You are viewing a plain text version of this content. The canonical link for it is here.
Posted to user@kylin.apache.org by Mars J <xu...@gmail.com> on 2016/03/31 04:20:04 UTC

Discussion : About Time Consuming of Kylin Cubing

Hello All,

      I think we can have a discussion on the time consuming during cube
build steps.

      Our team test kylin's performance to check whether kylin is suited to
our requirements. Our environment is as follows,
                 Hadoop 2.7.2 (file replication is 2)
                 Hive 1.2
                 HBase 1.1.3
                 Kylin 1.3-HBase 1.1.3
                 OS CentOS 6.7

       We test kylin in 2 different ways seperately.
               1,  dimensions from 4 to 10(increased by 2)
               2,  cluster nodes from 3 to 5.
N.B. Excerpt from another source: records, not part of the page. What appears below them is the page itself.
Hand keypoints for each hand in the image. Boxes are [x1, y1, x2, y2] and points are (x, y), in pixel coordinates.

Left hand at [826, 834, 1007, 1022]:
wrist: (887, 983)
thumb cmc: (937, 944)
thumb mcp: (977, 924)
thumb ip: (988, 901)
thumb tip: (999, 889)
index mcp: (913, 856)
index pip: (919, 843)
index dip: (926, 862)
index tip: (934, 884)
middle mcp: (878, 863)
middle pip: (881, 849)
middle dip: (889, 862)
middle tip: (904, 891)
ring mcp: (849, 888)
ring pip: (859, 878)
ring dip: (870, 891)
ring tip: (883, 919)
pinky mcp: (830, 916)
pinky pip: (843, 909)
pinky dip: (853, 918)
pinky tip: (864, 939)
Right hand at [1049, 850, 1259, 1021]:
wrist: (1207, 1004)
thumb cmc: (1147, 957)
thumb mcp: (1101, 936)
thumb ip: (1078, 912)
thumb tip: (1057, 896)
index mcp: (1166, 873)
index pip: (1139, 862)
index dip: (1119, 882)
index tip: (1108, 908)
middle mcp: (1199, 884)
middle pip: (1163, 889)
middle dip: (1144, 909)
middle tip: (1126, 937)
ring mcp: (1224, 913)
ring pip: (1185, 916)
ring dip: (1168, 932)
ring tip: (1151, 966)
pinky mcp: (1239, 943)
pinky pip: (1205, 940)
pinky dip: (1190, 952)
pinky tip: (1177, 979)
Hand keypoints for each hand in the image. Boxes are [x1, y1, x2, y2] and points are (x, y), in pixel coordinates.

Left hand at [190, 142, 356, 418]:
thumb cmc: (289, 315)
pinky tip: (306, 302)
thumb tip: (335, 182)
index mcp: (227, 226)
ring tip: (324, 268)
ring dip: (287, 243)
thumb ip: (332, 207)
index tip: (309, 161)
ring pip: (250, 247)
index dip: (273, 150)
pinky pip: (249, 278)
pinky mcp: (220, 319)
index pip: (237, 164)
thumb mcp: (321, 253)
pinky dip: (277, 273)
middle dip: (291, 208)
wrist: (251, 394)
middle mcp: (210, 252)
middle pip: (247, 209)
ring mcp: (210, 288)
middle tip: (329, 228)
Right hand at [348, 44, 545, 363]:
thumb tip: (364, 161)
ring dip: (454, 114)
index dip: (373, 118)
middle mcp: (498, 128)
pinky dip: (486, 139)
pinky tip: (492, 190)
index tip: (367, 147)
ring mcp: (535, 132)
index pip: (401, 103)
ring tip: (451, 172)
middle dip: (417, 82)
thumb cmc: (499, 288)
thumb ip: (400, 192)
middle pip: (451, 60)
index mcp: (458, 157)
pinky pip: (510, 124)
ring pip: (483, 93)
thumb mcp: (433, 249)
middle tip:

       We have some interesting results to discuss
               1,after extended nodes(No data balance), time consuming is
obviously cutted at 10 dims and 12 dims, but have little change at 4/6/8
dims.
               2,after extended nodes(data balance done), time consuming is
mostly the same to having no data balance, some times even more when dims
is bigger(e.g. 12 dim).
               3,Wether our test method is the right way ?


       For these problems, We want to analysis it from source code. Due to
my little experience in reading source code and the little comment in
source code,  so here the discussion.

       Starting from the source code engine-mr-steps......

       By the way, what's puprpose of the invertedindex in Kylin ?

Re: Discussion : About Time Consuming of Kylin Cubing

Posted by Li Yang <li...@apache.org>.
Please ignore the invertedindex. It's for experiment only and didn't
participate in build or query at the moment.

As to the scalability of MR job, it's more related to MR tuning techniques.
So basically you want enough mappers and reducers for parallelism, and
correct memory and VM parameters are for tasks. The expectation is scaling
linearly. If not such case, then analysis on the MR job should be taken.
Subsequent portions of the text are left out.